WORK REQUEST =>
For the word "main", search the records and show each line in which it occurs.

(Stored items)

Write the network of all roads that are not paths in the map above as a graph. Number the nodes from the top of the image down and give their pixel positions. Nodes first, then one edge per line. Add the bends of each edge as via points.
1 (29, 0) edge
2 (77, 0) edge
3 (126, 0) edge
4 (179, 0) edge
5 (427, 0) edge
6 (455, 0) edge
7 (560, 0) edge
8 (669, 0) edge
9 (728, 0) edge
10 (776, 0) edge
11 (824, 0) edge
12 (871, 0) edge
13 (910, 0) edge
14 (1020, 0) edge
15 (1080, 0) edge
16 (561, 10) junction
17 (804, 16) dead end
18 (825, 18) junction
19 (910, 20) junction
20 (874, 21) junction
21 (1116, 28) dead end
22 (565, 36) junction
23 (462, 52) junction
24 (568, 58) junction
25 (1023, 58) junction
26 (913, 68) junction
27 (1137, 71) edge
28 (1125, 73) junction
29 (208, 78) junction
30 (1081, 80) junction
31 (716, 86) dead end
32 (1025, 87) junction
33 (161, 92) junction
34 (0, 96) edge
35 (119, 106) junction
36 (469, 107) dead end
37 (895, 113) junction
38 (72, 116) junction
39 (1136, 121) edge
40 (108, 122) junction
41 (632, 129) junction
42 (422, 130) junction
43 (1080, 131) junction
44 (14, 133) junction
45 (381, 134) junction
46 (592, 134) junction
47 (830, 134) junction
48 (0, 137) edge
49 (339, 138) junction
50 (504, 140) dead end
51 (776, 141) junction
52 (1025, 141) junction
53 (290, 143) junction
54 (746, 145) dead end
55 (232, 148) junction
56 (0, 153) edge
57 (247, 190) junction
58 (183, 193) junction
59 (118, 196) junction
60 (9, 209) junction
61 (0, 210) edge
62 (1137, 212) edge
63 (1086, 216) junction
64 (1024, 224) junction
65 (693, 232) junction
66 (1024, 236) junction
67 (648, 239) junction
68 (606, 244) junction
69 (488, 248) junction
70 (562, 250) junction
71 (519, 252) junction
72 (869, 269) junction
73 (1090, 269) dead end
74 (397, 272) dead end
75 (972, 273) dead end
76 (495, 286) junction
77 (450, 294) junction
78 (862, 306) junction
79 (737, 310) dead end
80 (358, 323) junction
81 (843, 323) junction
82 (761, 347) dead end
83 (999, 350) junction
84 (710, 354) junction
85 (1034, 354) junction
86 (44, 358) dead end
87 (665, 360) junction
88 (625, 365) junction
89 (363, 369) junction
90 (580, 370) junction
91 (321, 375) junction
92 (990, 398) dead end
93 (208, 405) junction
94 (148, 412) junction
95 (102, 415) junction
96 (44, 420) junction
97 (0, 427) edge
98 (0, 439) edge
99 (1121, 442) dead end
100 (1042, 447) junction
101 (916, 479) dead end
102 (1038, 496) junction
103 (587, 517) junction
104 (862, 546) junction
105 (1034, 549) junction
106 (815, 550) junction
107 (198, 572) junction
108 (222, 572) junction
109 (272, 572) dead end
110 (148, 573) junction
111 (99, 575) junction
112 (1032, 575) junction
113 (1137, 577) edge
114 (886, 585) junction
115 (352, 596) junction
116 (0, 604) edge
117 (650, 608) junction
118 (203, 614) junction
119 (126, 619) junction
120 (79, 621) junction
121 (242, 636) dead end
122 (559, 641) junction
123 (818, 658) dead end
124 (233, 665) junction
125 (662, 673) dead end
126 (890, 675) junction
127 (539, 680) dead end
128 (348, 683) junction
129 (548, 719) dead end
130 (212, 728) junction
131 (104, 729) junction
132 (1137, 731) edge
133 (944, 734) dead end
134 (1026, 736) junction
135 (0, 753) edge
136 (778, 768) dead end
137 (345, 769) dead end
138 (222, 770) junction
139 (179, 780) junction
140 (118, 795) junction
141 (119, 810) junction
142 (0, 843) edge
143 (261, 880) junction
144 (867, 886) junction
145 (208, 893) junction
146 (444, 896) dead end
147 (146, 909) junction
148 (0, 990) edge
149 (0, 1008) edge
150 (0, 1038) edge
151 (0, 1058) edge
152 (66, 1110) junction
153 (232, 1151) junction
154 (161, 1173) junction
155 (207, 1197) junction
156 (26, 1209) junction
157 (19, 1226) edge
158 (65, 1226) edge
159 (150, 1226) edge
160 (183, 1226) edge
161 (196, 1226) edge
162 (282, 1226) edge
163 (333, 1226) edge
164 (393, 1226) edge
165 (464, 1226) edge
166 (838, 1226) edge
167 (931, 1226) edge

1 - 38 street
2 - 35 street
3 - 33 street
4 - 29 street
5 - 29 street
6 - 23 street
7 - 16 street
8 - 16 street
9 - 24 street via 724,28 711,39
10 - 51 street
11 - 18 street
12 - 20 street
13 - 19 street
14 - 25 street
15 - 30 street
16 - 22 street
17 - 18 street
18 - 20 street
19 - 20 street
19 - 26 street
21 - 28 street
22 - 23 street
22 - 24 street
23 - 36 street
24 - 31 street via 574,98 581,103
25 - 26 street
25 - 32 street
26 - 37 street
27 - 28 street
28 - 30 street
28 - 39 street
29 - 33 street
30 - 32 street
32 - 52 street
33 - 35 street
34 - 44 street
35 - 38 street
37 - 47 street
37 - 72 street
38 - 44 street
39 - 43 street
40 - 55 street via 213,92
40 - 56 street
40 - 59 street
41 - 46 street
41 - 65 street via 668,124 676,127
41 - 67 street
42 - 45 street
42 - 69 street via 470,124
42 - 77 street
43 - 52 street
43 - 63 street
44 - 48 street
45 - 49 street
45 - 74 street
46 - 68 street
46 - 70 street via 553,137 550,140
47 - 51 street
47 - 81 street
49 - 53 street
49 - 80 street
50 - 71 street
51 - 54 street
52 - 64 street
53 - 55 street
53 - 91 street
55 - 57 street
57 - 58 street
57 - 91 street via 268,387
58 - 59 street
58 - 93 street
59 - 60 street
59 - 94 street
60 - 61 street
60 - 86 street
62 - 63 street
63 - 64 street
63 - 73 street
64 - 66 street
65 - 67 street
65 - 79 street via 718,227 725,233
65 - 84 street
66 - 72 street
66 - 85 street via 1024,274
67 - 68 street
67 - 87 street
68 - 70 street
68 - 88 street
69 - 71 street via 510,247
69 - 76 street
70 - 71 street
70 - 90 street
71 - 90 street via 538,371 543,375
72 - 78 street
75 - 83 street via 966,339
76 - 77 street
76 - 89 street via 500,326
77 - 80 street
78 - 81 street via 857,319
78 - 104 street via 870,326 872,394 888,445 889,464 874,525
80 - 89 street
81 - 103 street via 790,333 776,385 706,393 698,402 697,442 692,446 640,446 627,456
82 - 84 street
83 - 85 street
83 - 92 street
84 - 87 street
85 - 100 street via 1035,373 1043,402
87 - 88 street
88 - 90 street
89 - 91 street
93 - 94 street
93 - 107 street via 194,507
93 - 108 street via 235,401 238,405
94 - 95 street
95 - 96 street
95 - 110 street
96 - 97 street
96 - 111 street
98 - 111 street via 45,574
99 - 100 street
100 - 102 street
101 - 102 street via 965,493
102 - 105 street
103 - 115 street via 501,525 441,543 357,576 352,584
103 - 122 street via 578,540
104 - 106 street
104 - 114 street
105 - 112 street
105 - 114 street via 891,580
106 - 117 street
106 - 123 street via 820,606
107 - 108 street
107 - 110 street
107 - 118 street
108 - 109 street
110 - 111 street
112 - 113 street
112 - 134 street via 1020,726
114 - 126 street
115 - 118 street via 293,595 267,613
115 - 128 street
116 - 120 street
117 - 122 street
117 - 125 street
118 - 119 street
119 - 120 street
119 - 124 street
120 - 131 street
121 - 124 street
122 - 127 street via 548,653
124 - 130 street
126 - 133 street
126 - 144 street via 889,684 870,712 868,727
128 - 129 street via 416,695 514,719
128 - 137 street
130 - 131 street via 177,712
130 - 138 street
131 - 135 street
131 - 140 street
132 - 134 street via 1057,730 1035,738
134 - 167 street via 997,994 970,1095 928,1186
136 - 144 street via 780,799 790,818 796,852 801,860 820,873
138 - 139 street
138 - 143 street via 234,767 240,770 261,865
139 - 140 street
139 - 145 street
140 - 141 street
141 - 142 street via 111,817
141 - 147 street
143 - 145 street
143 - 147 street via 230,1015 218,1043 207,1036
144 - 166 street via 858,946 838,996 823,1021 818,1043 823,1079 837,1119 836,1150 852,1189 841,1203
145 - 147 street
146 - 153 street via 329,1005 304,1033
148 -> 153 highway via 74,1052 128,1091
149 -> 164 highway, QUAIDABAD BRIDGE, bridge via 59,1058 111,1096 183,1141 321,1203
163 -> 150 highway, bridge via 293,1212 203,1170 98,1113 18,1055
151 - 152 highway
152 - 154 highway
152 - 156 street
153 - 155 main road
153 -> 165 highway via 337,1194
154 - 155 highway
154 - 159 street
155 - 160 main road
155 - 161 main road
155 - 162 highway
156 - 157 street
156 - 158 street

REPLY TO THE TASK =>
153 - 155 main road
155 - 160 main road
155 - 161 main road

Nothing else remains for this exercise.